Although a setback for the FCC, that portion of the ruling
will have little effect on cable, Brenner said, because, "We're not companies
that take all of the elements of a network: We're facilities-based providers."

Time Warner Cable -- which is in the midst of negotiations
with AT&T Corp. on a joint venture that would launch local telephone service over
cable -- applauded the court's views on unbundling. The company suggested that the
ruling might provide legal support for an industry that has been besieged by
Internet-service providers seeking access to cable's broadband pipe.

"While cable is not a common carrier, and it
shouldn't be treated as a common carrier, the court stating that the unbundling of a
network must make economic sense is potentially precedent-setting, in our view," Time
Warner spokesman Mike Luftman said.

Officials at MediaOne Group Inc. -- a top 10 MSO that has
already launched telephone service in six markets -- agreed that last week's ruling
will speed competition.

"The bottom line is that it will give us a sense of
what it's going to take to get into these markets," MediaOne spokesman Dave Wood
said. "And that's going to give our customers more choices."

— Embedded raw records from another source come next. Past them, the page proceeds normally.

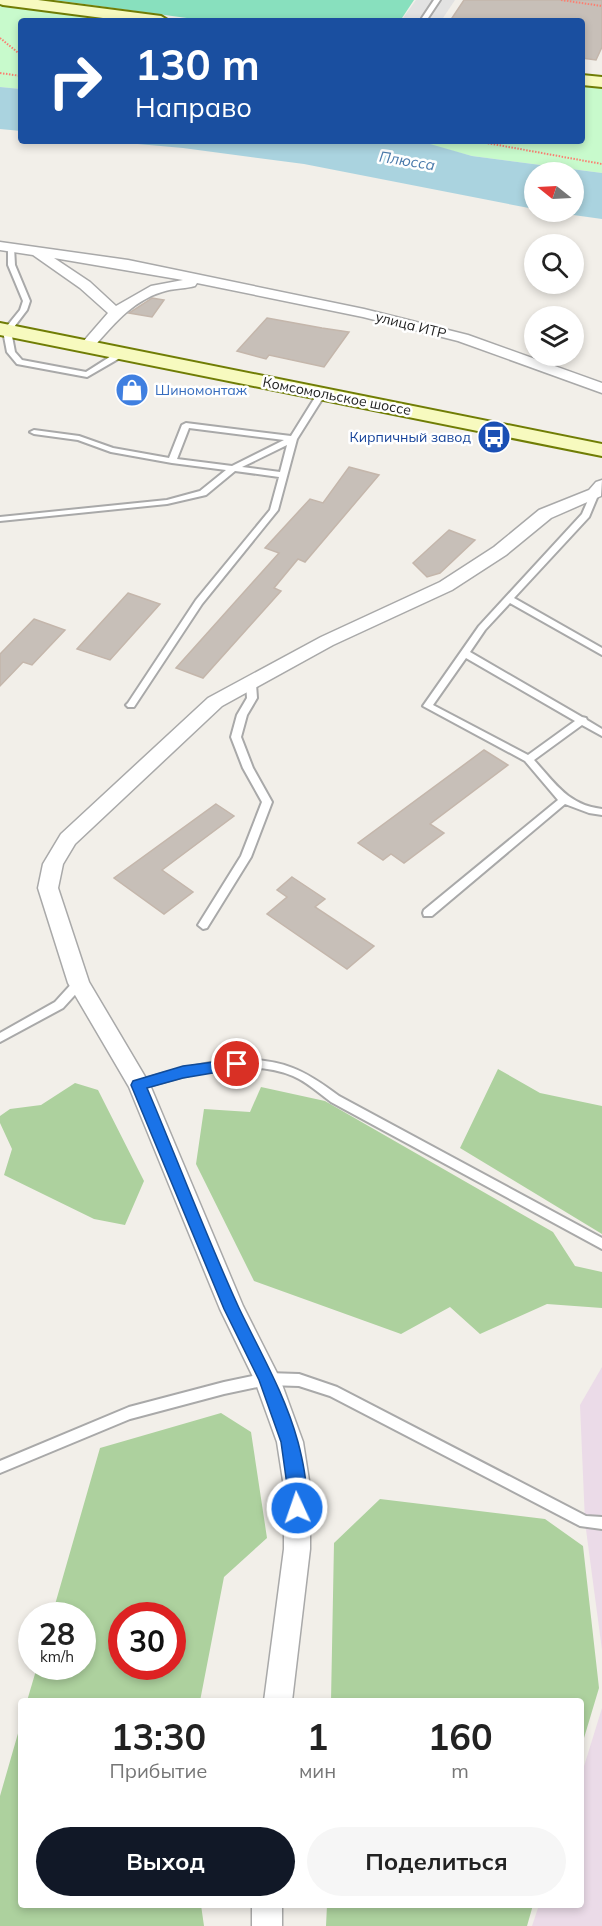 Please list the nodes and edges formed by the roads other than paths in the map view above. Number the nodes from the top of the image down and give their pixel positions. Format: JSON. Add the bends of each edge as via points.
{"nodes":[{"id":1,"x":3,"y":0,"type":"edge"},
{"id":2,"x":437,"y":0,"type":"edge"},
{"id":3,"x":138,"y":18,"type":"edge"},
{"id":4,"x":425,"y":18,"type":"edge"},
{"id":5,"x":585,"y":80,"type":"edge"},
{"id":6,"x":602,"y":82,"type":"edge"},
{"id":7,"x":6,"y":247,"type":"edge"},
{"id":8,"x":33,"y":251,"type":"junction"},
{"id":9,"x":215,"y":283,"type":"junction"},
{"id":10,"x":114,"y":313,"type":"junction"},
{"id":11,"x":4,"y":330,"type":"edge"},
{"id":12,"x":87,"y":346,"type":"junction"},
{"id":13,"x":122,"y":353,"type":"junction"},
{"id":14,"x":602,"y":388,"type":"edge"},
{"id":15,"x":322,"y":393,"type":"junction"},
{"id":16,"x":34,"y":432,"type":"dead end"},
{"id":17,"x":293,"y":439,"type":"junction"},
{"id":18,"x":602,"y":450,"type":"edge"},
{"id":19,"x":172,"y":461,"type":"junction"},
{"id":20,"x":233,"y":469,"type":"junction"},
{"id":21,"x":284,"y":475,"type":"junction"},
{"id":22,"x":598,"y":489,"type":"edge"},
{"id":23,"x":0,"y":519,"type":"edge"},
{"id":24,"x":508,"y":598,"type":"junction"},
{"id":25,"x":602,"y":652,"type":"edge"},
{"id":26,"x":465,"y":653,"type":"junction"},
{"id":27,"x":251,"y":684,"type":"junction"},
{"id":28,"x":130,"y":705,"type":"dead end"},
{"id":29,"x":583,"y":720,"type":"junction"},
{"id":30,"x":602,"y":733,"type":"edge"},
{"id":31,"x":528,"y":759,"type":"junction"},
{"id":32,"x":564,"y":800,"type":"junction"},
{"id":33,"x":602,"y":812,"type":"edge"},
{"id":34,"x":428,"y":913,"type":"dead end"},
{"id":35,"x":203,"y":925,"type":"dead end"},
{"id":36,"x":79,"y":983,"type":"junction"},
{"id":37,"x":0,"y":1038,"type":"edge"},
{"id":38,"x":139,"y":1085,"type":"junction"},
{"id":39,"x":602,"y":1244,"type":"edge"},
{"id":40,"x":267,"y":1379,"type":"junction"},
{"id":41,"x":0,"y":1467,"type":"edge"},
{"id":42,"x":602,"y":1523,"type":"edge"},
{"id":43,"x":278,"y":1698,"type":"edge"},
{"id":44,"x":267,"y":1908,"type":"edge"},
{"id":45,"x":267,"y":1926,"type":"edge"}],
"edges":[{"from":1,"to":3,"type":"main road"},
{"from":2,"to":4,"type":"lane"},
{"from":5,"to":6,"type":"main road"},
{"from":7,"to":8,"type":"street","name":"улица ИТР"},
{"from":7,"to":11,"type":"lane","via":[[26,305]]},
{"from":8,"to":9,"type":"street","name":"улица ИТР","via":[[128,264]]},
{"from":8,"to":10,"type":"street","name":"улица ИТР","via":[[85,285]]},
{"from":9,"to":10,"type":"street","name":"улица ИТР","via":[[161,287],[141,294]]},
{"from":9,"to":14,"type":"street","name":"улица ИТР","via":[[334,306],[463,338]]},
{"from":10,"to":12,"type":"street"},
{"from":11,"to":12,"type":"main road","name":"Комсомольское шоссе"},
{"from":11,"to":13,"type":"lane","via":[[11,352],[20,362],[87,375]]},
{"from":12,"to":13,"type":"main road","name":"Комсомольское шоссе"},
{"from":13,"to":15,"type":"main road","name":"Комсомольское шоссе"},
{"from":15,"to":17,"type":"lane"},
{"from":15,"to":18,"type":"main road","name":"Комсомольское шоссе"},
{"from":16,"to":19,"type":"lane","via":[[80,438],[111,450]]},
{"from":17,"to":19,"type":"lane","via":[[186,425]]},
{"from":17,"to":20,"type":"lane"},
{"from":17,"to":21,"type":"lane"},
{"from":19,"to":20,"type":"lane"},
{"from":20,"to":21,"type":"lane"},
{"from":20,"to":23,"type":"lane","via":[[202,493],[167,502]]},
{"from":21,"to":28,"type":"lane","via":[[274,510],[199,602]]},
{"from":22,"to":24,"type":"lane","via":[[586,515]]},
{"from":22,"to":27,"type":"street","via":[[545,514],[500,551],[446,586],[327,641]]},
{"from":24,"to":25,"type":"lane"},
{"from":24,"to":26,"type":"lane"},
{"from":26,"to":29,"type":"lane"},
{"from":26,"to":31,"type":"lane","via":[[429,706]]},
{"from":27,"to":35,"type":"lane","via":[[252,698],[236,737],[267,802],[246,857]]},
{"from":27,"to":36,"type":"street","via":[[215,702],[68,838],[53,864],[48,888]]},
{"from":29,"to":30,"type":"lane"},
{"from":29,"to":31,"type":"lane"},
{"from":31,"to":32,"type":"lane"},
{"from":32,"to":33,"type":"lane"},
{"from":32,"to":34,"type":"lane"},
{"from":36,"to":37,"type":"lane","via":[[59,1005]]},
{"from":36,"to":38,"type":"street"},
{"from":38,"to":39,"type":"lane","via":[[183,1072],[237,1064],[277,1066],[299,1073],[335,1099]]},
{"from":38,"to":40,"type":"street","via":[[232,1309]]},
{"from":40,"to":41,"type":"lane","via":[[129,1413]]},
{"from":40,"to":42,"type":"lane","via":[[299,1380],[333,1391],[585,1522]]},
{"from":40,"to":43,"type":"street","via":[[290,1442],[297,1487],[297,1549]]},
{"from":44,"to":45,"type":"street"}]}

Writing for the majority, Justice Anton Scalia conceded
that Congress' instructions to the FCC on how to implement the 1996 act had been
"ambiguous."

"It would be a gross understatement to say that the
Telecommunications Act of 1996 is a model of clarity," Scalia wrote. "It is, in
many important respects, a model of ambiguity, or indeed even self-contradiction."

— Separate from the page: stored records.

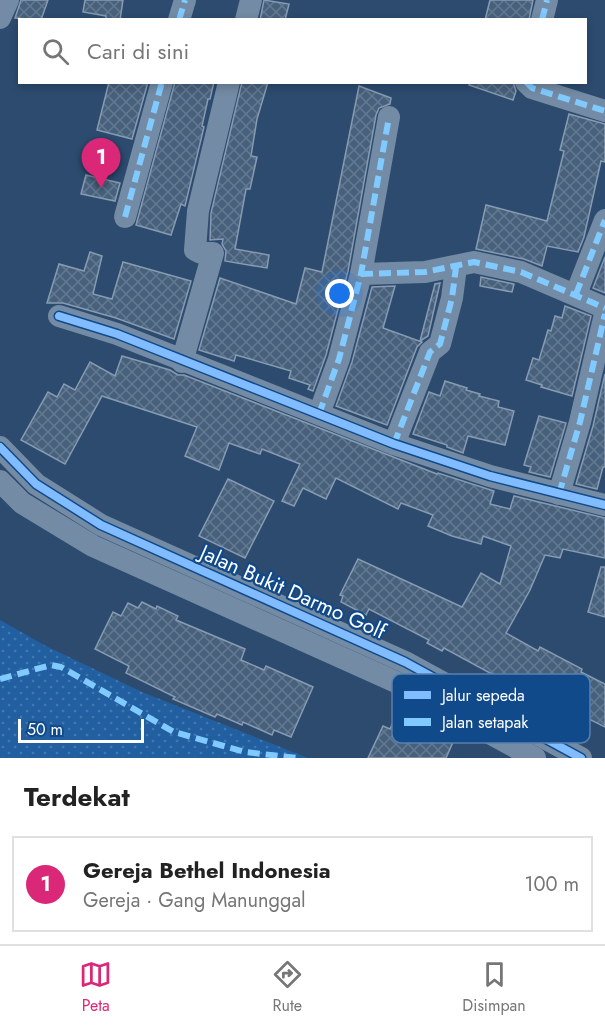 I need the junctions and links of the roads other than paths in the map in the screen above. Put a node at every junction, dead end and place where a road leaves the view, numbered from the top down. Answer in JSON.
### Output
{"nodes":[{"id":1,"x":8,"y":0,"type":"edge"},
{"id":2,"x":185,"y":0,"type":"edge"},
{"id":3,"x":251,"y":0,"type":"edge"},
{"id":4,"x":547,"y":0,"type":"edge"},
{"id":5,"x":0,"y":18,"type":"edge"},
{"id":6,"x":180,"y":18,"type":"edge"},
{"id":7,"x":246,"y":18,"type":"edge"},
{"id":8,"x":542,"y":18,"type":"edge"},
{"id":9,"x":161,"y":84,"type":"edge"},
{"id":10,"x":229,"y":84,"type":"edge"},
{"id":11,"x":528,"y":84,"type":"edge"},
{"id":12,"x":605,"y":111,"type":"edge"},
{"id":13,"x":389,"y":117,"type":"dead end"},
{"id":14,"x":124,"y":217,"type":"dead end"},
{"id":15,"x":605,"y":220,"type":"edge"},
{"id":16,"x":456,"y":267,"type":"junction"},
{"id":17,"x":361,"y":274,"type":"junction"},
{"id":18,"x":576,"y":294,"type":"junction"},
{"id":19,"x":605,"y":308,"type":"edge"},
{"id":20,"x":605,"y":314,"type":"edge"},
{"id":21,"x":59,"y":316,"type":"dead end"},
{"id":22,"x":182,"y":362,"type":"junction"},
{"id":23,"x":320,"y":414,"type":"junction"},
{"id":24,"x":394,"y":444,"type":"junction"},
{"id":25,"x":0,"y":447,"type":"edge"},
{"id":26,"x":0,"y":481,"type":"edge"},
{"id":27,"x":559,"y":494,"type":"junction"},
{"id":28,"x":605,"y":505,"type":"edge"},
{"id":29,"x":427,"y":674,"type":"edge"},
{"id":30,"x":392,"y":680,"type":"edge"},
{"id":31,"x":508,"y":743,"type":"edge"},
{"id":32,"x":553,"y":743,"type":"edge"},
{"id":33,"x":535,"y":758,"type":"edge"},
{"id":34,"x":580,"y":758,"type":"edge"}],
"edges":[{"from":1,"to":5,"type":"street"},
{"from":2,"to":6,"type":"street"},
{"from":3,"to":7,"type":"street"},
{"from":4,"to":8,"type":"street"},
{"from":9,"to":14,"type":"street"},
{"from":10,"to":22,"type":"street"},
{"from":11,"to":12,"type":"street"},
{"from":13,"to":17,"type":"street"},
{"from":15,"to":18,"type":"street"},
{"from":16,"to":17,"type":"street"},
{"from":16,"to":18,"type":"street"},
{"from":16,"to":24,"type":"street"},
{"from":17,"to":23,"type":"street"},
{"from":18,"to":19,"type":"street"},
{"from":20,"to":27,"type":"street"},
{"from":21,"to":22,"type":"street"},
{"from":22,"to":23,"type":"street"},
{"from":23,"to":24,"type":"street"},
{"from":24,"to":27,"type":"street"},
{"from":25,"to":29,"type":"street","name":"Jalan Bukit Darmo Golf"},
{"from":26,"to":30,"type":"street","name":"Jalan Bukit Darmo Golf"},
{"from":27,"to":28,"type":"street"},
{"from":31,"to":33,"type":"street","name":"Jalan Bukit Darmo Golf"},
{"from":32,"to":34,"type":"street","name":"Jalan Bukit Darmo Golf"}]}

Nevertheless, FCC chairman William Kennard immediately
labeled the court's ruling on interconnection pricing as "a monumental
victory" for consumers.

Officials with the National Association of Regulatory
Utility Commissioners expressed "disappointment" at the decision, but they
argued that the states will still play a role in introducing competition to the local
loop.

"We're still joined at the hip," a NARUC
spokesman said. "The FCC can't implement the act without the states, anymore
than the states can without the FCC."

The telcos, meanwhile, took heart from the court's
decision to remand back to the FCC the question of unbundled network elements. Most had
worried about investing billions of dollars to make their networks capable of delivering
high-speed Internet service, only to be ordered to lease elements of the improved
infrastructure to competitors.

U S West spokesman David Beigie said the ruling indicated
that competitors would be responsible for providing their own high-speed-data and Internet
services.

Meanwhile, another legal fight may be brewing over the
court's decision to order the Eighth Circuit to consider the validity of the
forward-looking price methodology used by the FCC to set its price guidelines.

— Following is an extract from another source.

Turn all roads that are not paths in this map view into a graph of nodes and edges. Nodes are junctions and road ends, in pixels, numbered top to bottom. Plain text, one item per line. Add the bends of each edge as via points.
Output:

"We will vigorously contest the lawfulness of the
FCC's pricing methodology, and we expect to prevail," GTE Corp. general counsel
William Barr said.

In a related development, Senate Commerce Committee
chairman John McCain (R-Ariz.) asked the FCC last week to allow the Bells to offer
long-distance data services without creating separate subsidiaries. Doing so would allow
the telcos to compete more effectively, McCain said, and it would prevent the agency from
having to unbundle cable's broadband pipe.